What about the letter penned by leading VCs calling for a moratorium on ChatGPT and its ilk? A letter signed by 1000 VC types including Elon Musk and Steve Wozniak asked for a halt to any further developments on Generative AI until it could be assessed further. Now, most of those very same signatories are pouring money into anything with the letters “A” and “I” in it.
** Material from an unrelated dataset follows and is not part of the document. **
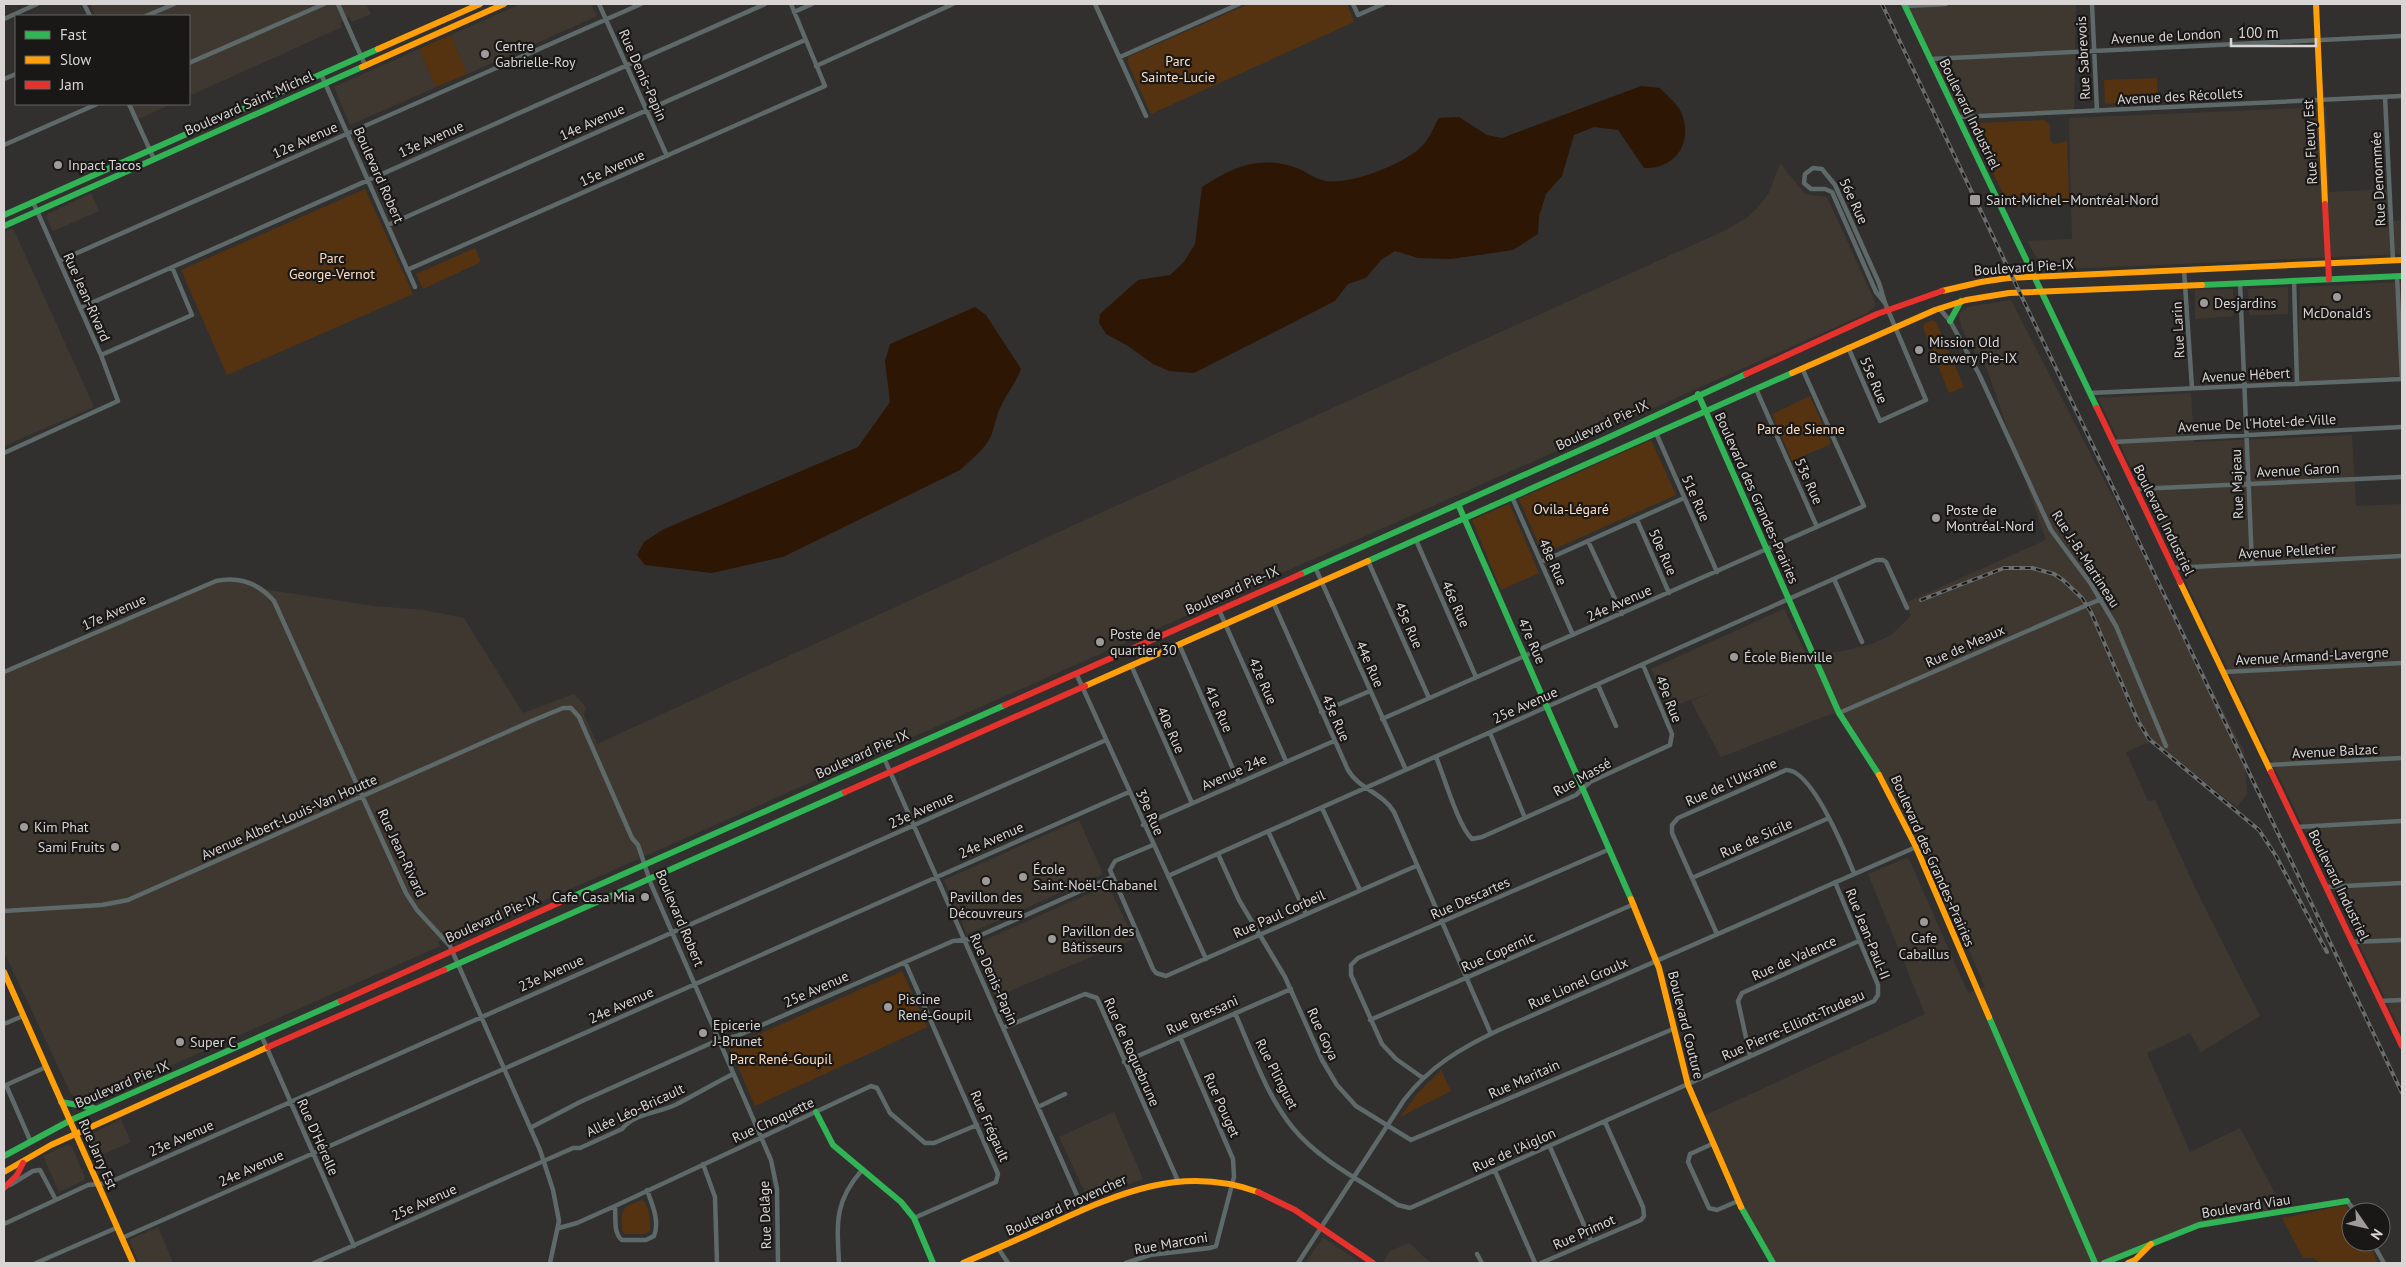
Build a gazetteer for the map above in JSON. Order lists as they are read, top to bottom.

Lemmings are not good for innovation. And they’re not good for building new, more inclusive companies. Only about 1.87% of $31 billion held by 200 venture capital funds has been allocated to startups with diverse leaders, according to a report from the nonprofit Diversity VC. A look at the VC landscape for 2023 by Deloitte found that while the VC industry has made some progress in hiring women, the numbers of black and hispanic hires are still quite dismal. Why does that matter? Because a diverse group of VCs is more likely to represent a diverse group of entrepreneurs.
Forging their Own Paths
There are enough books like Brotopia by Emily Chang that expose the sexism, racism and general bad behavior of the Bro-boys, but it’s more instructive to look beyond them (especially if you believe they’ll grow more irrelevant. )
There’s going to be more of a grassroots “lets fund our own” movement from women, blacks and hispanics and that’s a good thing. It’s painful and a waste of time for founders to grovel where they’re not wanted.
Take Coralus (formerly SheEO) as an example, The model is more like a Tupperware Party meets investment club. Members kick in $1,000 to be in the club. Women and minorities turn in their product realities. No idea or ask is too small and many of the applicants have very little to show in the way of profit yet. The group upvotes the best ideas. They get funded with a no interest loans, but also get the benefits of a community of mentors/cheerleaders and shoulders to cry on, as they take their dreams through the start up process.
Coralus CEO Vicki Saunders calls it a community-centered, blended finance model and believes it’s a transformative way to give more people an opportunity to have skin in the game. She reports $16.5 million dollars in capital currently in circulation and a near-perfect return on the loans. Mary Ann Pierce, co-founder of Awaken Hub uses a similar philosophy, elevating women entrepreneurs, only this time in Northern Ireland. Fearless Funds supports women of color who are founders (a group that currently only secures .27% of VC funds). Harlem Capital invests in black startups and entrepreneurs. And the LatinX community has its own variety of venture funds.
It’s sad that we’ve had to create specialized funds based on gender, ethnicity, and color. The mainstream VC community has built a crazy culture with the deck stacked against anyone who isn’t part of the inner circle. The reality is that they’ve done little to differentiate themselves or their services. The mostly white, mostly male dominated VC community had its chance to widen the tent but has been too slow on the draw. As we enter the next chapter of more intentional, DEI focused investment, we can only hope that they don’t model themselves in the image of what was, but what could be.
Founders can decide for themselves what sort of investor they want, but if access to hard-to-come-by technology that can get them a step ahead of their competitors lies in the balance, I think we know what choice they’ll make.